In such circumstances I am in no doubt whatsoever that DC Burleigh would have concluded (justifiably) that there was no realistic prospect of success in relation to any prosecution of Ms Coyne for copyright theft.
In the context of the fact that the Report and Decision Letter did contain a misdirection in law I have considered whether that in of itself renders the Decision unlawful such that the Decision should be quashed (at least so far as it relates to any potential copyright offences). In that regard Mr Southey QC accepted that if the challenge based on a failure to carry out a proper and diligent investigation failed (as it has) then any order should only relate to a re-consideration of any copyright offence.

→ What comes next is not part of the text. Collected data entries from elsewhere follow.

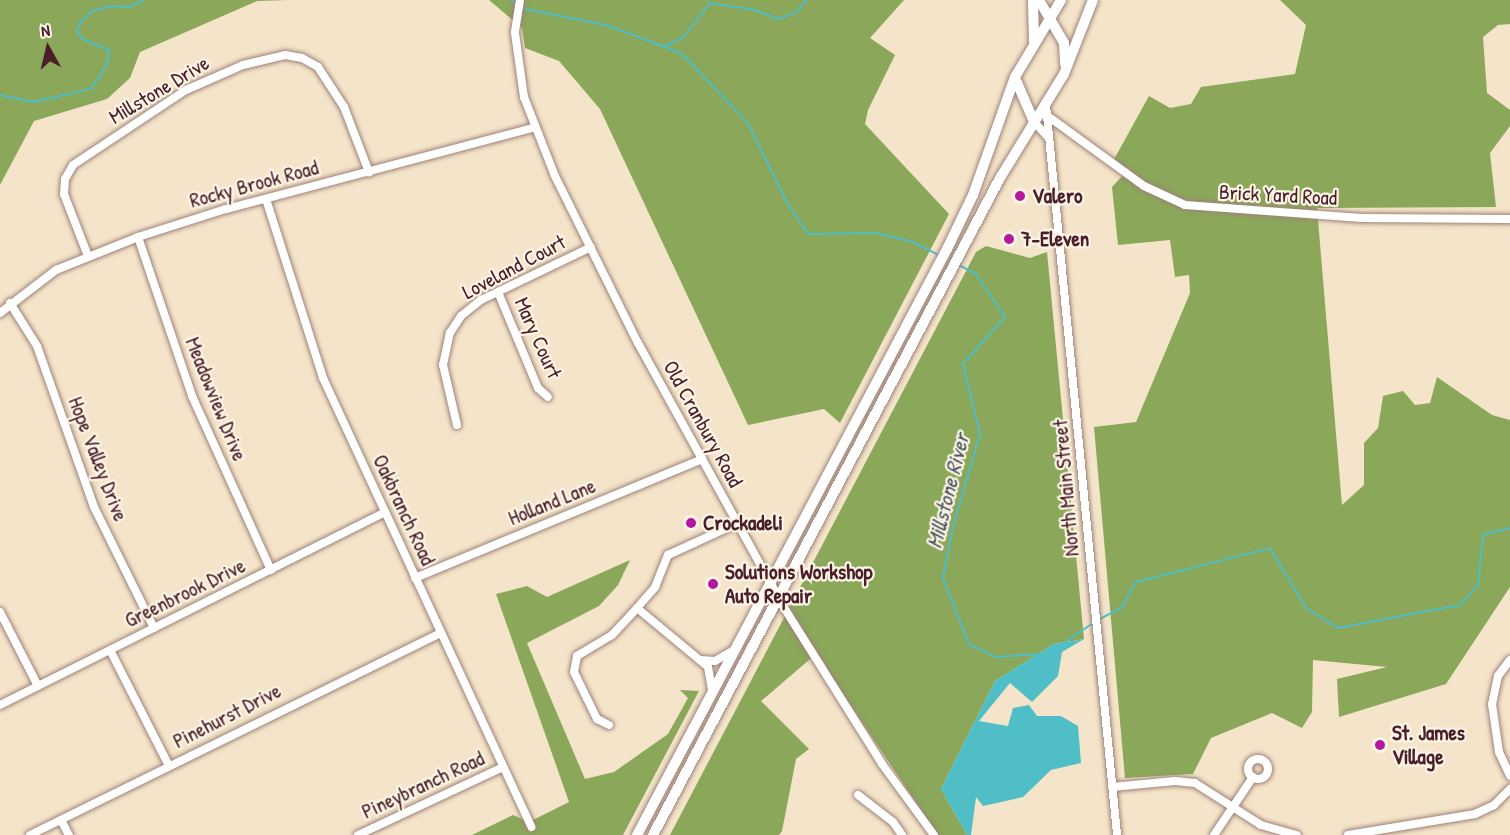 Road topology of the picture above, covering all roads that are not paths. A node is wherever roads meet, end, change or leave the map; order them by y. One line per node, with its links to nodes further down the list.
1 (520, 0): 15 (street, Old Cranbury Road)
2 (1034, 0): 7 (highway)
3 (1041, 0): 4 (highway); 6 (highway)
4 (1059, 0): 6 (highway)
5 (1093, 0): 9 (highway)
6 (1050, 16): 7 (highway); 8 (highway)
7 (1036, 38): 8 (highway); 10 (highway)
8 (1064, 43): 9 (highway)
9 (1064, 74): 11 (highway)
10 (1015, 77): 12 (highway); 34 (highway)
11 (1046, 105): 12 (highway); 13 (street, North Main Street); 14 (highway)
12 (1025, 107): 14 (highway)
13 (1049, 117): 16 (street, Brick Yard Road); 17 (street, North Main Street)
14 (1034, 122): 17 (street); 35 (highway)
15 (533, 128): 18 (street, Rocky Brook Road); 22 (street, Old Cranbury Road)
16 (1068, 130): 17 (street); 20 (street, Brick Yard Road)
17 (1048, 137): 52 (street, North Main Street)
18 (369, 172): 19 (street, Rocky Brook Road); 23 (street, Millstone Drive)
19 (266, 199): 21 (street, Rocky Brook Road); 30 (street, Oakbranch Road)
20 (1510, 219)
21 (138, 237): 23 (street, Rocky Brook Road); 32 (street, Meadowview Drive)
22 (591, 247): 24 (street, Loveland Court); 29 (street, Old Cranbury Road)
23 (88, 256): 25 (street, Rocky Brook Road)
24 (498, 292): 27 (street, Mary Court); 28 (street, Loveland Court)
25 (10, 303): 26 (street, Rocky Brook Road); 38 (street, Hope Valley Drive)
26 (0, 313)
27 (548, 397)
28 (457, 425)
29 (702, 459): 31 (street, Old Cranbury Road); 33 (street, Holland Lane)
30 (385, 512): 32 (street, Greenbrook Drive); 33 (street, Oakbranch Road)
31 (738, 523): 34 (street, Old Cranbury Road); 36 (street)
32 (271, 570): 38 (street, Greenbrook Drive)
33 (415, 578): 39 (street, Oakbranch Road)
34 (769, 580): 35 (street, Old Cranbury Road); 41 (highway)
35 (777, 595): 55 (highway); 66 (street, Old Cranbury Road)
36 (637, 608): 42 (street); 47 (street)
37 (0, 612): 44 (street)
38 (154, 628): 40 (street, Greenbrook Drive)
39 (441, 633): 48 (street, Pinehurst Drive); 49 (street, Oakbranch Road)
40 (110, 650): 44 (street, Greenbrook Drive); 48 (street)
41 (732, 651): 42 (street); 45 (highway)
42 (699, 659): 45 (street)
43 (1510, 660): 50 (street)
44 (38, 686): 46 (street, Greenbrook Drive)
45 (712, 690): 62 (highway)
46 (0, 705)
47 (609, 725)
48 (169, 766): 57 (street, Pinehurst Drive)
49 (503, 767): 58 (street, Oakbranch Road); 61 (street, Pineybranch Road)
50 (1510, 776)
51 (1253, 777): 56 (street)
52 (1112, 787): 56 (street); 67 (street, North Main Street)
53 (1510, 789): 70 (street)
54 (858, 795): 65 (street)
55 (669, 804): 63 (highway); 64 (highway)
56 (1233, 806): 68 (street); 69 (street)
57 (61, 819): 59 (street, Pinehurst Drive); 60 (street)
58 (531, 827)
59 (30, 835)
60 (69, 835)
61 (358, 835)
62 (637, 835)
63 (653, 835)
64 (658, 835)
65 (902, 835)
66 (933, 835)
67 (1117, 835)
68 (1214, 835)
69 (1292, 835)
70 (1348, 835)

However, having regard to the Report as a whole, the evidence that was before DC Burleigh and the conclusions that she expressed, I do not consider that the Decision was flawed such as to justify the quashing of the Decision, by reason of the misdirection.
In any event, the Court must refuse to grant relief on an application for judicial reviews if it appears to the Court to be highly likely that the outcome for the applicant would not have been substantially different if the conduct complained of had not occurred (section 31(2A) of the Senior Courts Act, as addressed above).
I bear well in mind what was said in cases such as R (Williams) v Powys CC, R(KE) v Bristol City Council and John v Rees, supra. However for the reasons that I have identified at paragraphs 193 to 200 above, I am satisfied that it is highly likely that the outcome for the Claimants would not have been substantially different if the Defendant had not misdirected itself in relation to copyright offences. Indeed I would go further than that. As set out at paragraph 200 above, I am in no doubt whatsoever, that DC Burleigh would have concluded (justifiably) that there was no realistic prospect of success in relation to any prosecution of Ms Coyne for copyright theft.
In such circumstances had I otherwise considered that it was an appropriate case for relief (contrary my conclusions above) I would in any event have refused the relief sought, applying section 31(2A) of the Senior Court Act 1981, there being no reasons of exceptional public interest to disregard the requirements in subsection (2A).
So far as the further ground on which permission was sought, namely whether the Defendant misdirected itself regarding the mens rea required to establish perverting the course of justice (having regard to Lalani), I am prepared to grant permission on the basis that the point is (just) arguable, but on substantive consideration of the ground, and having regard to what must be proved in relation to intent in the context of perverting the course of justice (as identified at paragraph 100 above) there was, on analysis, no misdirection, and in any event DC Burleigh’s conclusion in relation to perjury was equally applicable in relation to perverting the course of justice and the requisite intent that was required, and there was no realistic prospect of the prosecution proving the requisite mens rea as identified in Lalani. The Claimants’ additional ground also fails in such circumstances.
Accordingly, and for the reasons set out herein, the claim for judicial review fails.
I would hope that the parties will be able to agree the Order consequential upon this judgment including as to the incidence of costs (which prima facie follow the event), but if any issues remain outstanding I will hear argument from the parties on the handing down of the judgment.